═══ Records shown

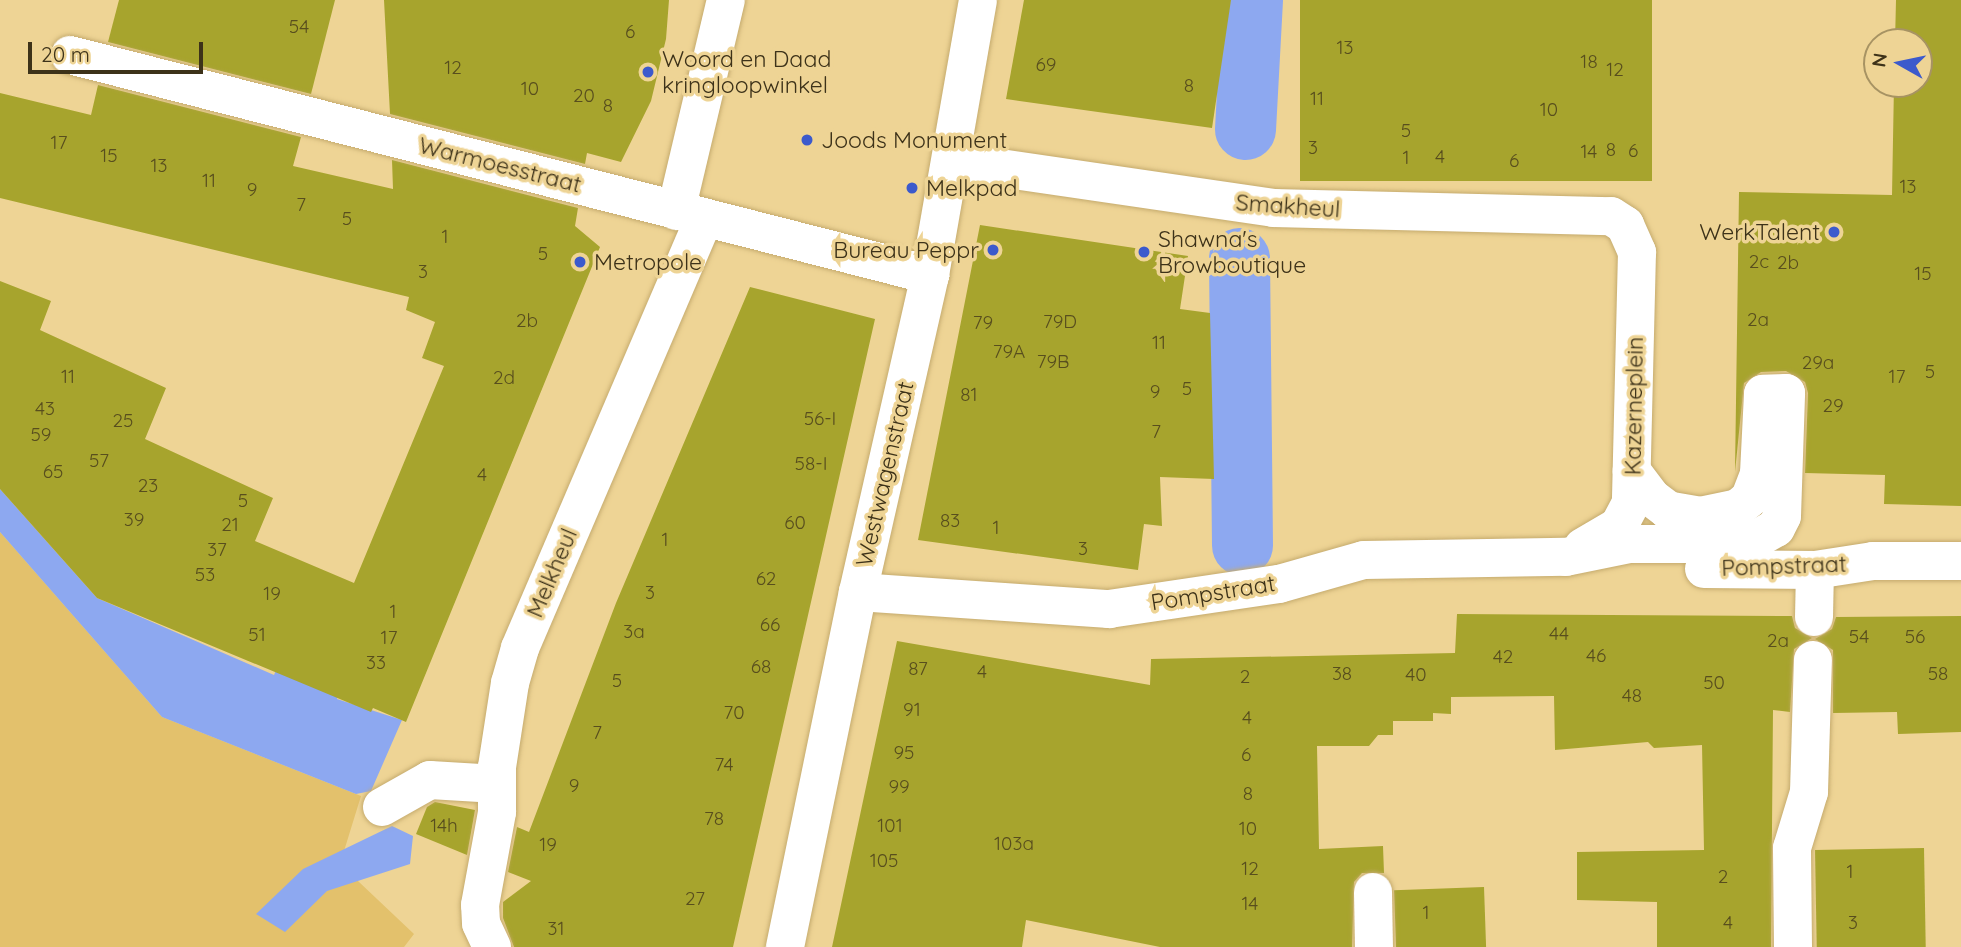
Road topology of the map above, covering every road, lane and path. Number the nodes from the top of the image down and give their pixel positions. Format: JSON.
{"nodes":[{"id":1,"x":726,"y":0,"type":"edge"},
{"id":2,"x":978,"y":0,"type":"edge"},
{"id":3,"x":70,"y":55,"type":"dead end"},
{"id":4,"x":951,"y":161,"type":"junction"},
{"id":5,"x":690,"y":214,"type":"junction"},
{"id":6,"x":1625,"y":225,"type":"joint"},
{"id":7,"x":930,"y":275,"type":"junction"},
{"id":8,"x":1632,"y":471,"type":"junction"},
{"id":9,"x":1566,"y":557,"type":"junction"},
{"id":10,"x":1961,"y":561,"type":"edge"},
{"id":11,"x":1815,"y":570,"type":"junction"},
{"id":12,"x":858,"y":592,"type":"junction"},
{"id":13,"x":1814,"y":617,"type":"dead end"},
{"id":14,"x":1813,"y":660,"type":"dead end"},
{"id":15,"x":497,"y":798,"type":"junction"},
{"id":16,"x":382,"y":807,"type":"dead end"},
{"id":17,"x":1373,"y":892,"type":"dead end"},
{"id":18,"x":492,"y":947,"type":"edge"},
{"id":19,"x":785,"y":947,"type":"edge"},
{"id":20,"x":1374,"y":947,"type":"edge"},
{"id":21,"x":1793,"y":947,"type":"edge"}],
"edges":[{"from":1,"to":5,"type":"street"},
{"from":2,"to":4,"type":"street","name":"Westwagenstraat"},
{"from":3,"to":5,"type":"street","name":"Warmoesstraat"},
{"from":4,"to":6,"type":"street","name":"Smakheul"},
{"from":4,"to":7,"type":"street","name":"Westwagenstraat"},
{"from":5,"to":7,"type":"street","name":"Warmoesstraat"},
{"from":5,"to":15,"type":"street","name":"Melkheul"},
{"from":6,"to":8,"type":"street","name":"Kazerneplein"},
{"from":7,"to":12,"type":"street","name":"Westwagenstraat"},
{"from":8,"to":9,"type":"street","name":"Kazerneplein"},
{"from":8,"to":9,"type":"street","name":"Pompstraat"},
{"from":9,"to":11,"type":"street","name":"Pompstraat"},
{"from":9,"to":12,"type":"street","name":"Pompstraat"},
{"from":10,"to":11,"type":"street","name":"Pompstraat"},
{"from":11,"to":13,"type":"street"},
{"from":12,"to":19,"type":"street","name":"Westwagenstraat"},
{"from":14,"to":21,"type":"street"},
{"from":15,"to":16,"type":"street"},
{"from":15,"to":18,"type":"street","name":"Melkheul"},
{"from":17,"to":20,"type":"street"}]}
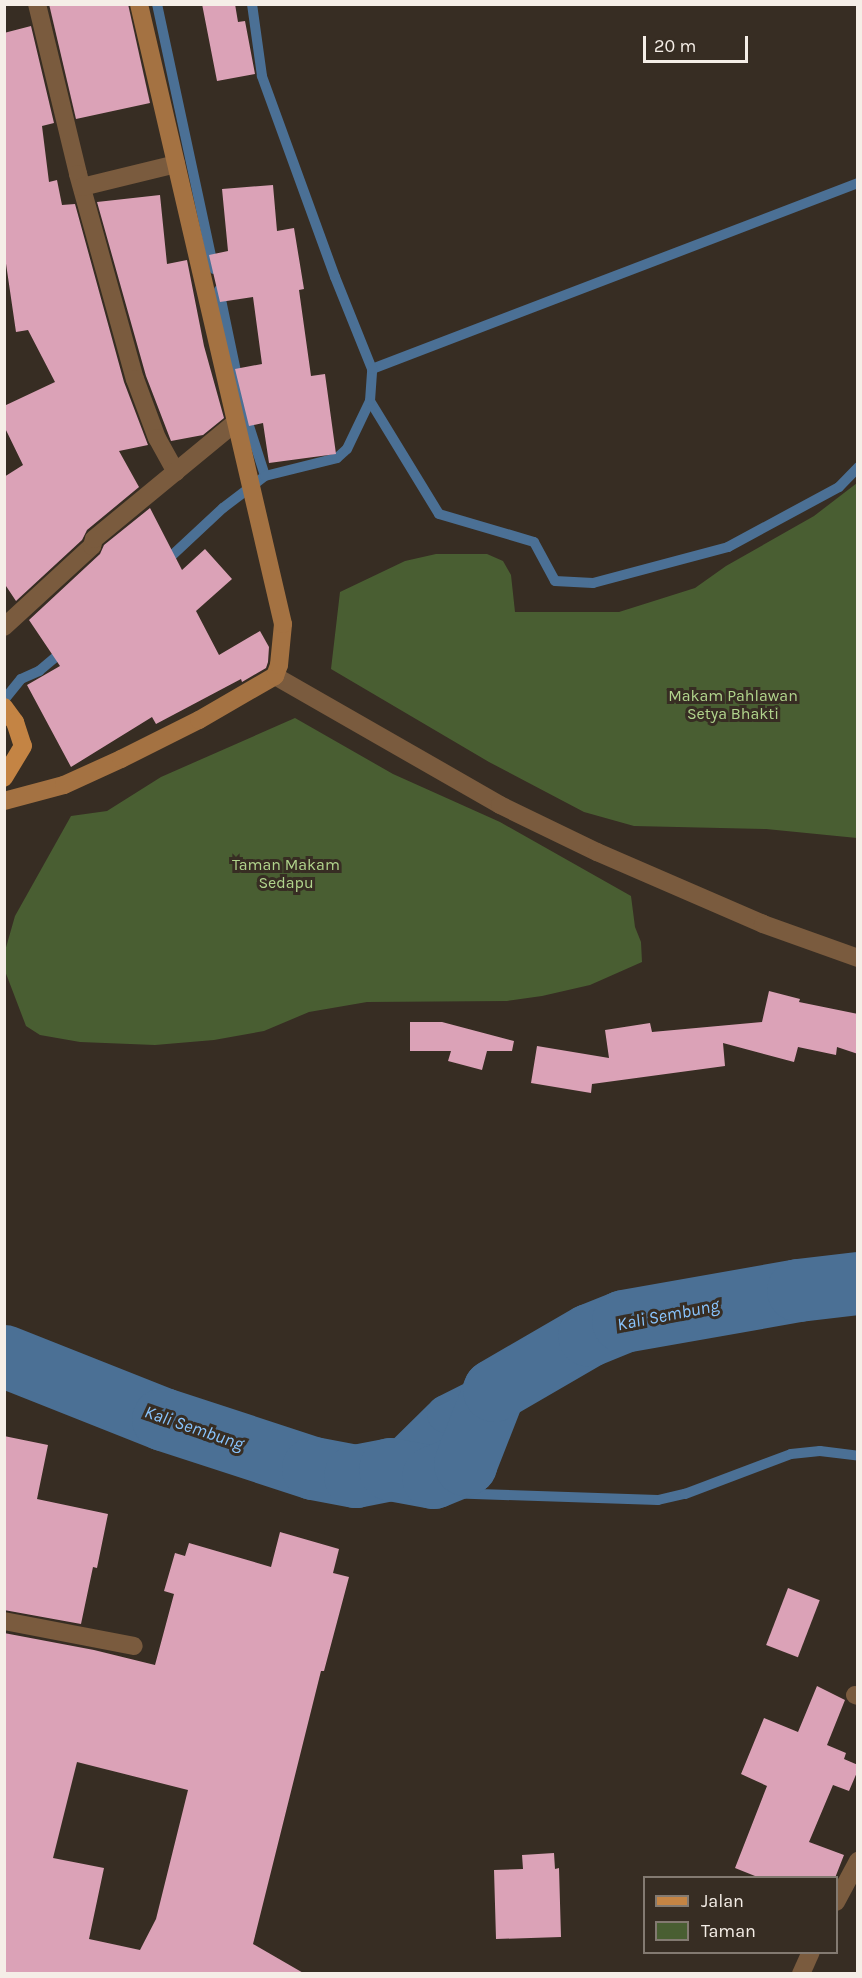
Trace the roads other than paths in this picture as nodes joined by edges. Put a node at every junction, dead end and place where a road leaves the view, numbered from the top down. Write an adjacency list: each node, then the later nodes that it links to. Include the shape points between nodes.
1 (38, 4): 4 (street)
2 (139, 4): 3 (street)
3 (176, 164): 4 (street); 5 (street)
4 (80, 181): 6 (street, via 135,379 157,438)
5 (236, 423): 6 (street); 8 (street, via 283,624)
6 (176, 472): 7 (street, via 94,539 92,546)
7 (4, 627)
8 (275, 676): 11 (street, via 121,759 64,785); 12 (street, via 510,810 763,924)
9 (4, 707): 10 (main road, via 15,722 23,746)
10 (4, 778)
11 (4, 801)
12 (858, 958)
13 (4, 1621): 14 (street)
14 (134, 1646)
15 (858, 1861): 16 (street)
16 (838, 1900)
17 (811, 1954): 18 (street)
18 (801, 1974)

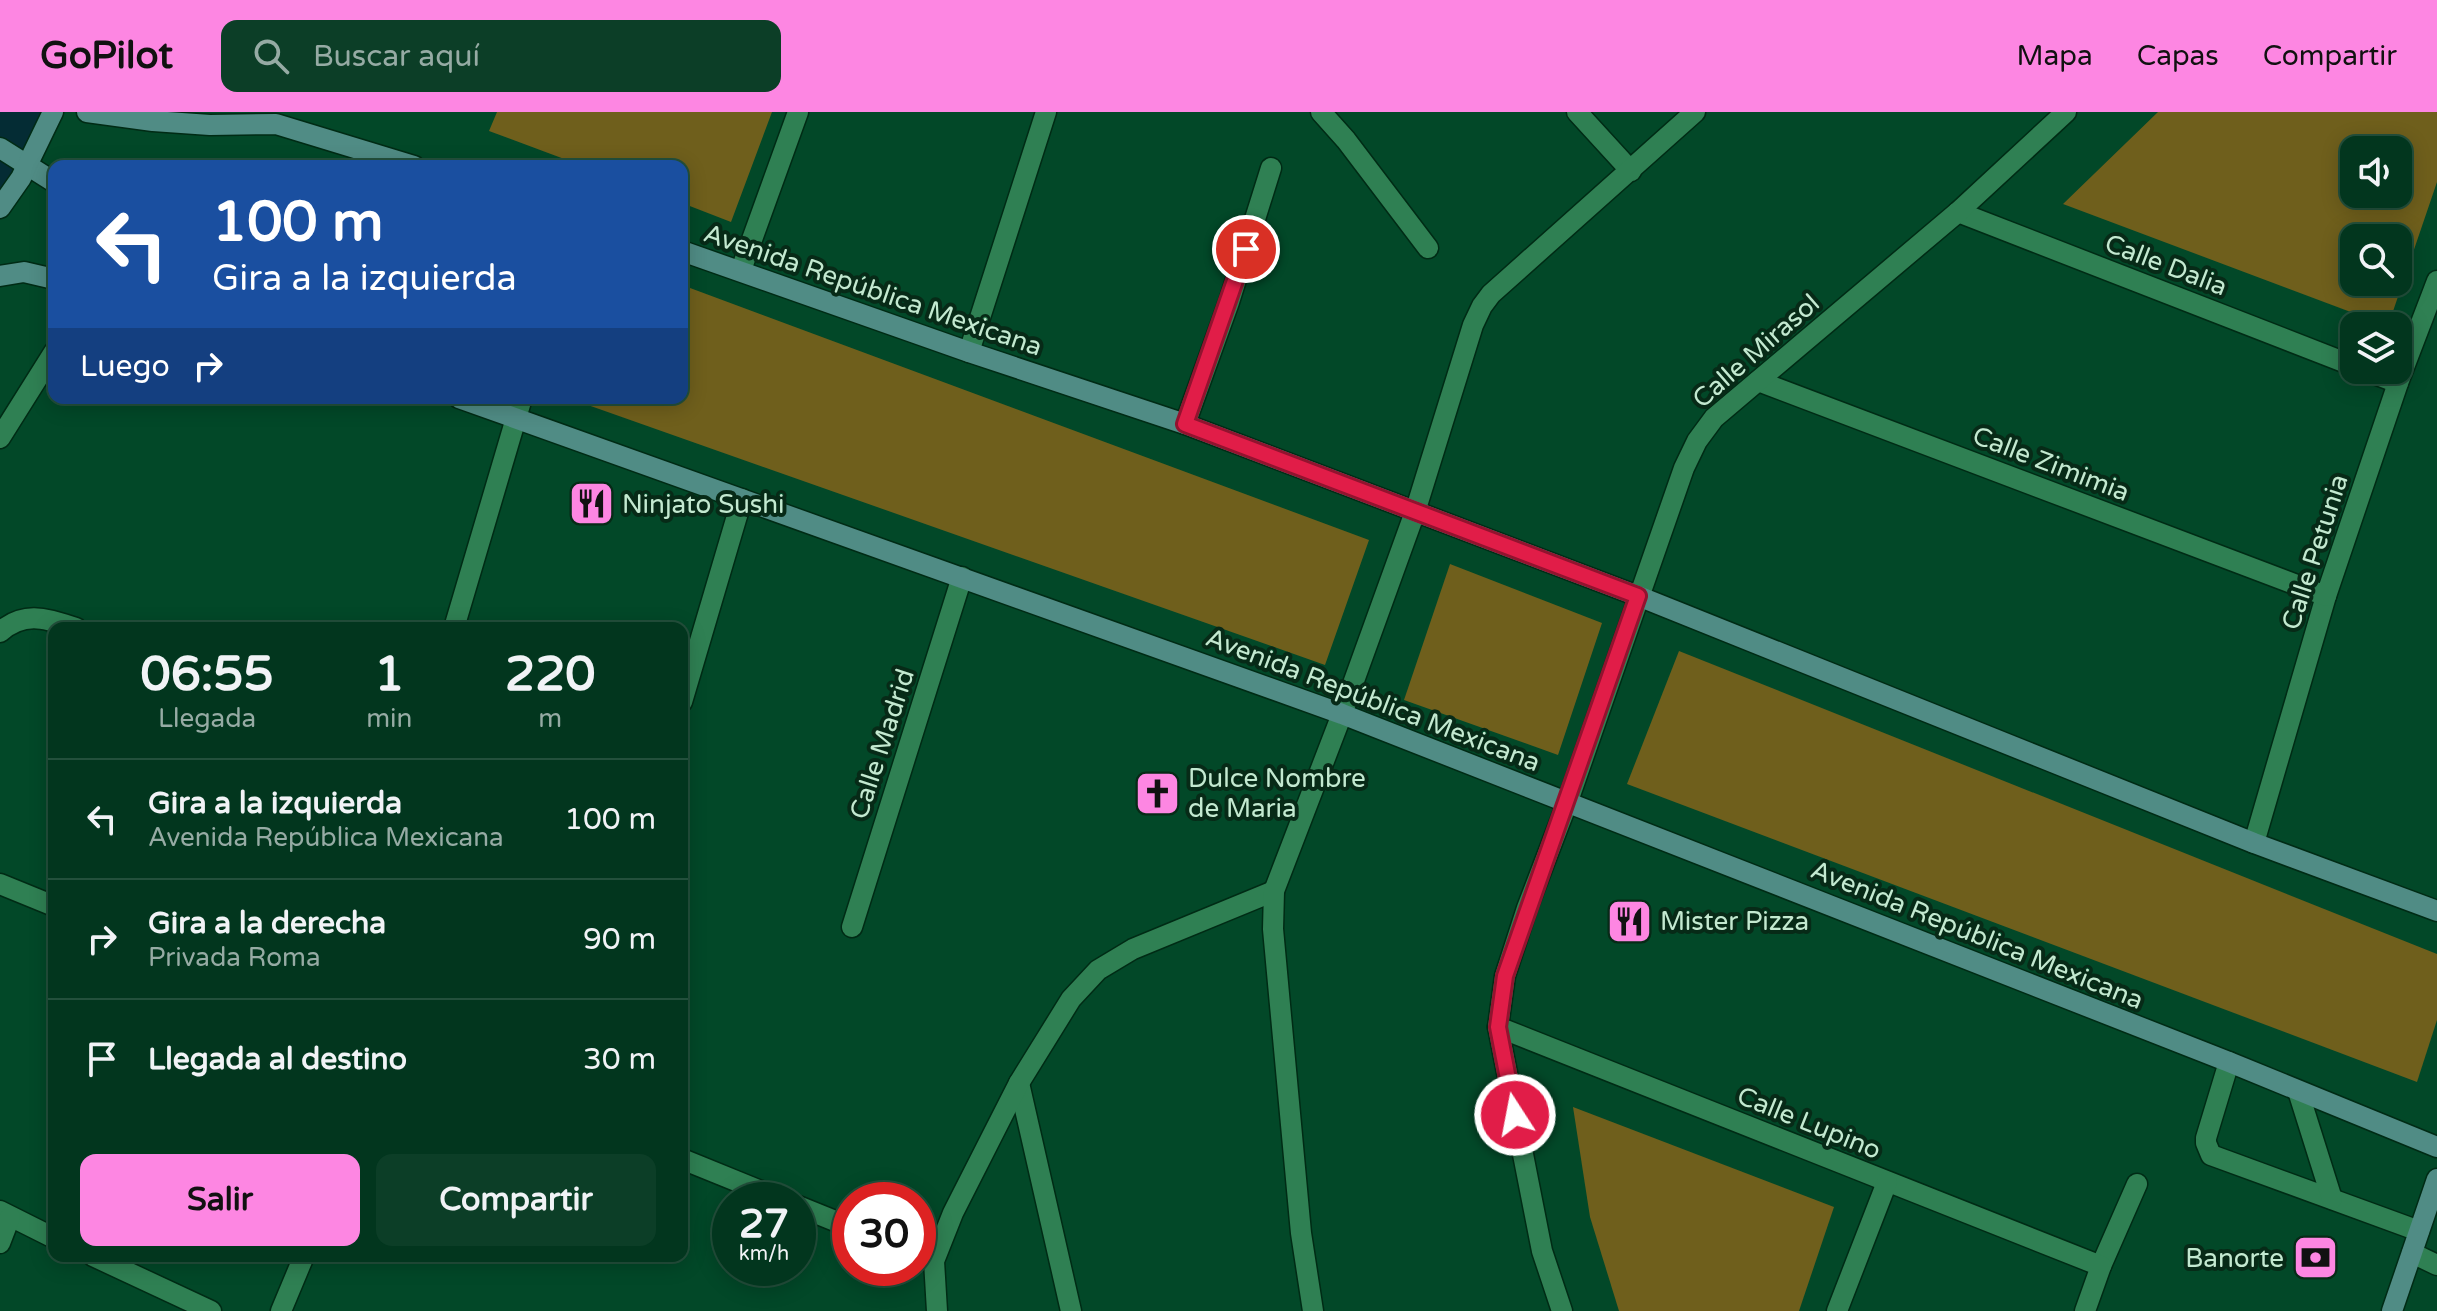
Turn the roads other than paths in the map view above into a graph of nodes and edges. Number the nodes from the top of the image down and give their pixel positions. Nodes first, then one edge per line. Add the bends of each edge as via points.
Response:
1 (53, 112) edge
2 (87, 112) edge
3 (254, 112) edge
4 (798, 112) edge
5 (1046, 112) edge
6 (1321, 112) edge
7 (1577, 112) edge
8 (1695, 112) edge
9 (2066, 112) edge
10 (279, 118) edge
11 (0, 148) edge
12 (397, 160) edge
13 (28, 165) junction
14 (1271, 168) dead end
15 (1631, 171) junction
16 (48, 178) edge
17 (0, 208) edge
18 (1958, 212) junction
19 (1428, 248) dead end
20 (688, 253) edge
21 (741, 270) junction
22 (0, 276) edge
23 (48, 278) edge
24 (2437, 281) edge
25 (2412, 346) edge
26 (969, 352) junction
27 (2340, 361) edge
28 (48, 362) edge
29 (1758, 381) junction
30 (2398, 384) edge
31 (0, 398) edge
32 (475, 404) edge
33 (520, 404) edge
34 (18, 409) junction
35 (514, 419) junction
36 (1185, 424) junction
37 (0, 438) edge
38 (742, 499) junction
39 (1415, 512) junction
40 (962, 577) junction
41 (1638, 596) junction
42 (2326, 596) junction
43 (53, 622) edge
44 (456, 622) edge
45 (0, 632) edge
46 (688, 682) edge
47 (1342, 714) junction
48 (1568, 801) junction
49 (2254, 843) junction
50 (0, 884) edge
51 (1274, 891) junction
52 (48, 904) edge
53 (2437, 911) edge
54 (852, 927) dead end
55 (1498, 1027) junction
56 (2229, 1062) junction
57 (1019, 1083) junction
58 (2298, 1091) junction
59 (2437, 1147) edge
60 (688, 1161) edge
61 (2437, 1179) edge
62 (739, 1182) edge
63 (1887, 1182) junction
64 (2137, 1184) dead end
65 (2332, 1199) junction
66 (5, 1214) edge
67 (2419, 1231) junction
68 (48, 1235) edge
69 (936, 1241) edge
70 (0, 1243) edge
71 (2412, 1253) junction
72 (106, 1262) edge
73 (301, 1262) edge
74 (2437, 1265) edge
75 (2101, 1266) junction
76 (932, 1286) edge
77 (211, 1311) edge
78 (281, 1311) edge
79 (937, 1311) edge
80 (1071, 1311) edge
81 (1313, 1311) edge
82 (1562, 1311) edge
83 (1837, 1311) edge
84 (2085, 1311) edge
85 (2392, 1311) edge

1 - 13 main road
2 - 10 main road via 210,125
3 - 10 main road
4 - 21 street
5 - 26 street
6 - 19 street
7 - 15 street
8 - 15 street
9 - 18 street, Calle Mirasol
10 - 12 main road
11 - 13 main road
13 - 16 main road
13 - 17 main road
14 - 36 street
15 - 39 street via 1482,306
18 - 27 street, Calle Dalia
18 - 29 street, Calle Mirasol
20 - 21 main road, Avenida República Mexicana
21 - 26 main road, Avenida República Mexicana
22 - 23 main road via 24,272
24 - 25 street, Calle Petunia
26 - 36 main road, Avenida República Mexicana
28 - 34 street
29 - 41 street, Calle Mirasol via 1714,418 1697,441
29 - 42 street, Calle Zimimia
30 - 42 street, Calle Petunia
31 - 34 street
32 - 35 main road, Avenida República Mexicana
33 - 35 street
34 - 37 street
35 - 38 main road, Avenida República Mexicana
35 - 44 street
36 - 39 main road, Avenida República Mexicana
38 - 40 main road, Avenida República Mexicana
38 - 46 street
39 - 41 main road, Avenida República Mexicana
39 - 47 street
40 - 47 main road, Avenida República Mexicana
40 - 54 street, Calle Madrid
41 - 48 street, Calle Mirasol
41 - 49 main road, Avenida República Mexicana
42 - 49 street, Calle Petunia
43 - 45 street via 34,617 12,622
47 - 48 main road, Avenida República Mexicana
47 - 51 street
48 - 55 street, Calle Mirasol via 1505,976
48 - 56 main road, Avenida República Mexicana
49 - 53 main road, Avenida República Mexicana
50 - 52 street
51 - 57 street via 1133,949 1098,970 1071,999
51 - 81 street via 1301,1233
55 - 63 street, Calle Lupino
55 - 82 street, Calle Mirasol via 1542,1251
56 - 58 main road, Avenida República Mexicana
56 - 65 street via 2206,1138 2211,1155
57 - 69 street
57 - 80 street
58 - 59 main road, Avenida República Mexicana
58 - 65 street
60 - 62 street
61 - 67 main road
63 - 75 street, Calle Lupino
63 - 83 street
64 - 75 street
65 - 67 street
66 - 68 street
66 - 70 street
67 - 71 main road
71 - 74 street
71 - 85 main road
72 - 77 street
73 - 78 street
75 - 84 street
76 - 79 street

══════

Work task
State how many lines contain the word "positions" across the listing, and give no other text.

Answer box
2